[Opening Information shown section]

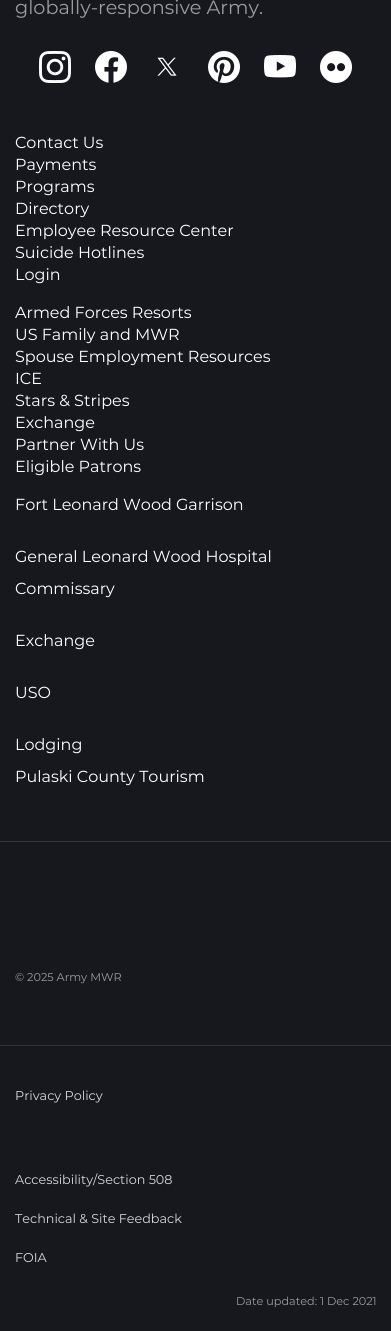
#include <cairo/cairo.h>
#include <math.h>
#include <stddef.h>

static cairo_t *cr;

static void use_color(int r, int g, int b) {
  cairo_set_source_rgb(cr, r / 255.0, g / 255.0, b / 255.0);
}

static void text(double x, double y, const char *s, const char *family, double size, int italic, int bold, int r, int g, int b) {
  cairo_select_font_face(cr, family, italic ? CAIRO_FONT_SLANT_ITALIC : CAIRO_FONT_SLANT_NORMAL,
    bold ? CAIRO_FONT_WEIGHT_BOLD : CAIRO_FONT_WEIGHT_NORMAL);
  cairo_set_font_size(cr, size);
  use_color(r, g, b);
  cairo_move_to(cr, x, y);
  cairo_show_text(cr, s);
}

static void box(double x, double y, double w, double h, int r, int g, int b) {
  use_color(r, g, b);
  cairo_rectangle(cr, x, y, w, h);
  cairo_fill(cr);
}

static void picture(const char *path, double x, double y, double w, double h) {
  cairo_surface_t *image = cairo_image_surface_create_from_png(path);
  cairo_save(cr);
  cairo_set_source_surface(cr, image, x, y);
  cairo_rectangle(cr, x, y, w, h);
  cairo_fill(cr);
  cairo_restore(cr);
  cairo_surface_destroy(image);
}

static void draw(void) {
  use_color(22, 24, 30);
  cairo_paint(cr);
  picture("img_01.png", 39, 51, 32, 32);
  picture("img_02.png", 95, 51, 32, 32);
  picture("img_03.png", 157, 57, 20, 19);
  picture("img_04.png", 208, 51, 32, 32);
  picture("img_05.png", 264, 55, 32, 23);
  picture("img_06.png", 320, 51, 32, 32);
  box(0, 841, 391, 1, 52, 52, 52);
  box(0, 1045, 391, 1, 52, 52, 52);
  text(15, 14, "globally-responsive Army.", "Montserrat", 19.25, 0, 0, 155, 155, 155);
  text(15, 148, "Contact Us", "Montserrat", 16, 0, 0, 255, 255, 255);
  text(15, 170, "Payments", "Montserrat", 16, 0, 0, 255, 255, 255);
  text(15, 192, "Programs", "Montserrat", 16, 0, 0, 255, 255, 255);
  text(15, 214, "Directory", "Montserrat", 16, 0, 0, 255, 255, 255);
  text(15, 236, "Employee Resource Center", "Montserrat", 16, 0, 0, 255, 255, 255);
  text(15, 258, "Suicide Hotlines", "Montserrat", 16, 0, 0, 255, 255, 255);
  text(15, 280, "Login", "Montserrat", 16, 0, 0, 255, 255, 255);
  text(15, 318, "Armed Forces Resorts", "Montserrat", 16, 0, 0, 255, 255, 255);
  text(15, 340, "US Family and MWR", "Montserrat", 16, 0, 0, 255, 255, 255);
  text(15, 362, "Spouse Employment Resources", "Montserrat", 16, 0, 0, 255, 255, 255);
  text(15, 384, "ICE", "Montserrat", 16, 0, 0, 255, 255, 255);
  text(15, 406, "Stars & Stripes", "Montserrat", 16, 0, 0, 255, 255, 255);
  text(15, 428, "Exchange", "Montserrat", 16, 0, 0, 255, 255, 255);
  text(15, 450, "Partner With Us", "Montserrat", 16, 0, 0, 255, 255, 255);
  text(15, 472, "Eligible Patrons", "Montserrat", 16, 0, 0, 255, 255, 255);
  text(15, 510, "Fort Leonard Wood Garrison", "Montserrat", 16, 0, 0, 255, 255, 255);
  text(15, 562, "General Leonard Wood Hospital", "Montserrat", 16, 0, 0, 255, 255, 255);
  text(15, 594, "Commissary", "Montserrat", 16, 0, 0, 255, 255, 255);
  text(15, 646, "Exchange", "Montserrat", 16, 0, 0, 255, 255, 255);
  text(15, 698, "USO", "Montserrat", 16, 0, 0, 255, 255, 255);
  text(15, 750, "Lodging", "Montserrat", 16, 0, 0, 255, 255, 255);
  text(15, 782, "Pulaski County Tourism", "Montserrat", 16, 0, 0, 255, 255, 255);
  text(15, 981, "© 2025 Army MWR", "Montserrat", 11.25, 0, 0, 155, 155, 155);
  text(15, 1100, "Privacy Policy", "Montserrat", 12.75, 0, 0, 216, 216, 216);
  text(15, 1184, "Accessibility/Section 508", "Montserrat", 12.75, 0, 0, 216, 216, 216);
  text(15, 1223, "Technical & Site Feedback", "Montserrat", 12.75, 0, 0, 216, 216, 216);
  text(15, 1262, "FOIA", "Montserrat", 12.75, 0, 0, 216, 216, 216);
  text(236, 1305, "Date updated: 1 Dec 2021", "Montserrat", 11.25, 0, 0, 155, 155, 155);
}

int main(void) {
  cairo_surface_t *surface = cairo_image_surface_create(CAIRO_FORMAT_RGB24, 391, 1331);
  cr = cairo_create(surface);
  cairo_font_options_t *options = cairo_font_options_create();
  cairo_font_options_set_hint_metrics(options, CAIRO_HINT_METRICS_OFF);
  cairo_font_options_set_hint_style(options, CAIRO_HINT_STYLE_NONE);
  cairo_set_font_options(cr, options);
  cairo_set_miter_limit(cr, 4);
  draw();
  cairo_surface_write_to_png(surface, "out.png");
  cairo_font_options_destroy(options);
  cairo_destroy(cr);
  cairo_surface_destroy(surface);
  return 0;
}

[Closing Information shown section]

# What to do
Lines, not occurrences, are what count: report how many lines of the records above include the word "path", and nothing else.

# Answer to this task
2